PROBLEM DETAILS: Where the word "RUSSELL" occurs in a line of the data, return the whole line.

(Dataset entries)
-*-

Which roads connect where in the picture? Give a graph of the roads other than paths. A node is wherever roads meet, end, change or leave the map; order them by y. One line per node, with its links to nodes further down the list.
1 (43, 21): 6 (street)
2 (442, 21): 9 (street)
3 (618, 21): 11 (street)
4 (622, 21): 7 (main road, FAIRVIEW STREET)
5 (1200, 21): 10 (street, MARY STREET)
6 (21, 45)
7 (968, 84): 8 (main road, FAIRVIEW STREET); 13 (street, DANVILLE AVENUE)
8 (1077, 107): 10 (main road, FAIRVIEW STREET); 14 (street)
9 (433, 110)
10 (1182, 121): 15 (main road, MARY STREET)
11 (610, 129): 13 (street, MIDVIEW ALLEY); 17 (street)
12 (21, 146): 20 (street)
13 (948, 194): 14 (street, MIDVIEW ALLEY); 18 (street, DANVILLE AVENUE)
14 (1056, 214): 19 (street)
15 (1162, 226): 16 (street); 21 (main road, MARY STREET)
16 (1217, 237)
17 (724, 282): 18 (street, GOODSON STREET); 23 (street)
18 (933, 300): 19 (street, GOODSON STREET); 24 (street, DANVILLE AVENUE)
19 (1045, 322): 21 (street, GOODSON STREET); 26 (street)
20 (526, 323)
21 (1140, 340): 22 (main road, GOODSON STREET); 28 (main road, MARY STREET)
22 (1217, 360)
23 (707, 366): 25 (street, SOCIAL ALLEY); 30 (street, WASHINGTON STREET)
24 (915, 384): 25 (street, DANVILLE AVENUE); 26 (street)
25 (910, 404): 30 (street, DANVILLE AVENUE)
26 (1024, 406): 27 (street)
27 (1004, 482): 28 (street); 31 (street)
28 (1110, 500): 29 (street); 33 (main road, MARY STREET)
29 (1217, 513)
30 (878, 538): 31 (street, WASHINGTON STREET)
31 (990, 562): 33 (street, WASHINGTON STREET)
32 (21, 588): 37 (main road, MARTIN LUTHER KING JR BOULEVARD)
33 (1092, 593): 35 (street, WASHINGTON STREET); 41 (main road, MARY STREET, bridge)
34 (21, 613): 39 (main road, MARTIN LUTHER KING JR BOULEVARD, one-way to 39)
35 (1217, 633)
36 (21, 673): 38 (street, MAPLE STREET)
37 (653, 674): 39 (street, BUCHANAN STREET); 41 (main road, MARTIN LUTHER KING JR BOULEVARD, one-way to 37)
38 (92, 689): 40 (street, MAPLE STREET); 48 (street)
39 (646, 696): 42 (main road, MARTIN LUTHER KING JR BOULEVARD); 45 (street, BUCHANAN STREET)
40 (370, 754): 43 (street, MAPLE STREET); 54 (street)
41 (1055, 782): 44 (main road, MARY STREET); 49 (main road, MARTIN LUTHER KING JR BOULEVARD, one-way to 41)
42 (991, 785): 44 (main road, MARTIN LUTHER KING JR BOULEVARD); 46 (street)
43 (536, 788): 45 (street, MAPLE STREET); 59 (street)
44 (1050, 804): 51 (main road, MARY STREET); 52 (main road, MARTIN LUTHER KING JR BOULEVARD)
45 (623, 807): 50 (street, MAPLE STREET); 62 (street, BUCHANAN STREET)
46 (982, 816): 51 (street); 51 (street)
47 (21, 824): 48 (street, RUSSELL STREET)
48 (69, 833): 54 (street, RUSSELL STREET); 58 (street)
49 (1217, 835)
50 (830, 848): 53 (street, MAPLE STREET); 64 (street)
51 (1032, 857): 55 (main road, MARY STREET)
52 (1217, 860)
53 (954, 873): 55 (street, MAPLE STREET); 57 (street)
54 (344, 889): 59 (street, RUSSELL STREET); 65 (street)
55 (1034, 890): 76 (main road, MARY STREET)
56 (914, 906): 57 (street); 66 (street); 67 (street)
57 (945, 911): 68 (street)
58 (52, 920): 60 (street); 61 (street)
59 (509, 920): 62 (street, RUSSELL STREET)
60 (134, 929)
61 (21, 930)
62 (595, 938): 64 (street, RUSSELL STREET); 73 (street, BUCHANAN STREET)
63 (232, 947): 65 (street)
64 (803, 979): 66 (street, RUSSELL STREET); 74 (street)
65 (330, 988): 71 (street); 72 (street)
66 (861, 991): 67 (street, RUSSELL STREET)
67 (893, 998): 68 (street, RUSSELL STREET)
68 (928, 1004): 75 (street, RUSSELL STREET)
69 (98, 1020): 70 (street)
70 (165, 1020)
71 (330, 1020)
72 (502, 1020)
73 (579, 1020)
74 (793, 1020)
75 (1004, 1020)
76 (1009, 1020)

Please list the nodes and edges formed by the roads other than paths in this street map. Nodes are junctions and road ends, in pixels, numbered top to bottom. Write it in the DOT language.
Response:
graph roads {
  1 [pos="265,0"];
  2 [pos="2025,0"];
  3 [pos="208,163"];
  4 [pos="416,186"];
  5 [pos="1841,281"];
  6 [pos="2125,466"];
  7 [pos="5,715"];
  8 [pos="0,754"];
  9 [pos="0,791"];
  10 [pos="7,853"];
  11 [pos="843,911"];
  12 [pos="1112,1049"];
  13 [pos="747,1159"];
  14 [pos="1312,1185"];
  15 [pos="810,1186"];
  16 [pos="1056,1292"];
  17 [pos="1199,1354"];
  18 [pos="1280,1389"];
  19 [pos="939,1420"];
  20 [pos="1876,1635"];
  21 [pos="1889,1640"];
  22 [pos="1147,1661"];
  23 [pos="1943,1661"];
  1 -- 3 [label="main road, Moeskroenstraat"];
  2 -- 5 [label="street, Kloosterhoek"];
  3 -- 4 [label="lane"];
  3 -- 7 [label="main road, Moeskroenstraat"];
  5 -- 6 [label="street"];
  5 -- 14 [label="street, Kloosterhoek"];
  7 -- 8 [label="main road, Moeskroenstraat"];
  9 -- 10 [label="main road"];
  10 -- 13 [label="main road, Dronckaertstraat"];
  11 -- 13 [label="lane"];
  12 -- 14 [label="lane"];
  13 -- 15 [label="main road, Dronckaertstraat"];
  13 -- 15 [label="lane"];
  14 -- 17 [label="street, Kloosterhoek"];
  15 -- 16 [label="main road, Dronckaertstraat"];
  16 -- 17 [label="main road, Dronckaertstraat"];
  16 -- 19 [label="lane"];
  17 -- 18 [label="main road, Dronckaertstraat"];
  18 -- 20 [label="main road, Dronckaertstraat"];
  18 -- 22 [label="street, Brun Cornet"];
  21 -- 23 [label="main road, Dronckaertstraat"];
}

-*-

THE COMPLETED TASK:
47 (21, 824): 48 (street, RUSSELL STREET)
48 (69, 833): 54 (street, RUSSELL STREET); 58 (street)
54 (344, 889): 59 (street, RUSSELL STREET); 65 (street)
59 (509, 920): 62 (street, RUSSELL STREET)
62 (595, 938): 64 (street, RUSSELL STREET); 73 (street, BUCHANAN STREET)
64 (803, 979): 66 (street, RUSSELL STREET); 74 (street)
66 (861, 991): 67 (street, RUSSELL STREET)
67 (893, 998): 68 (street, RUSSELL STREET)
68 (928, 1004): 75 (street, RUSSELL STREET)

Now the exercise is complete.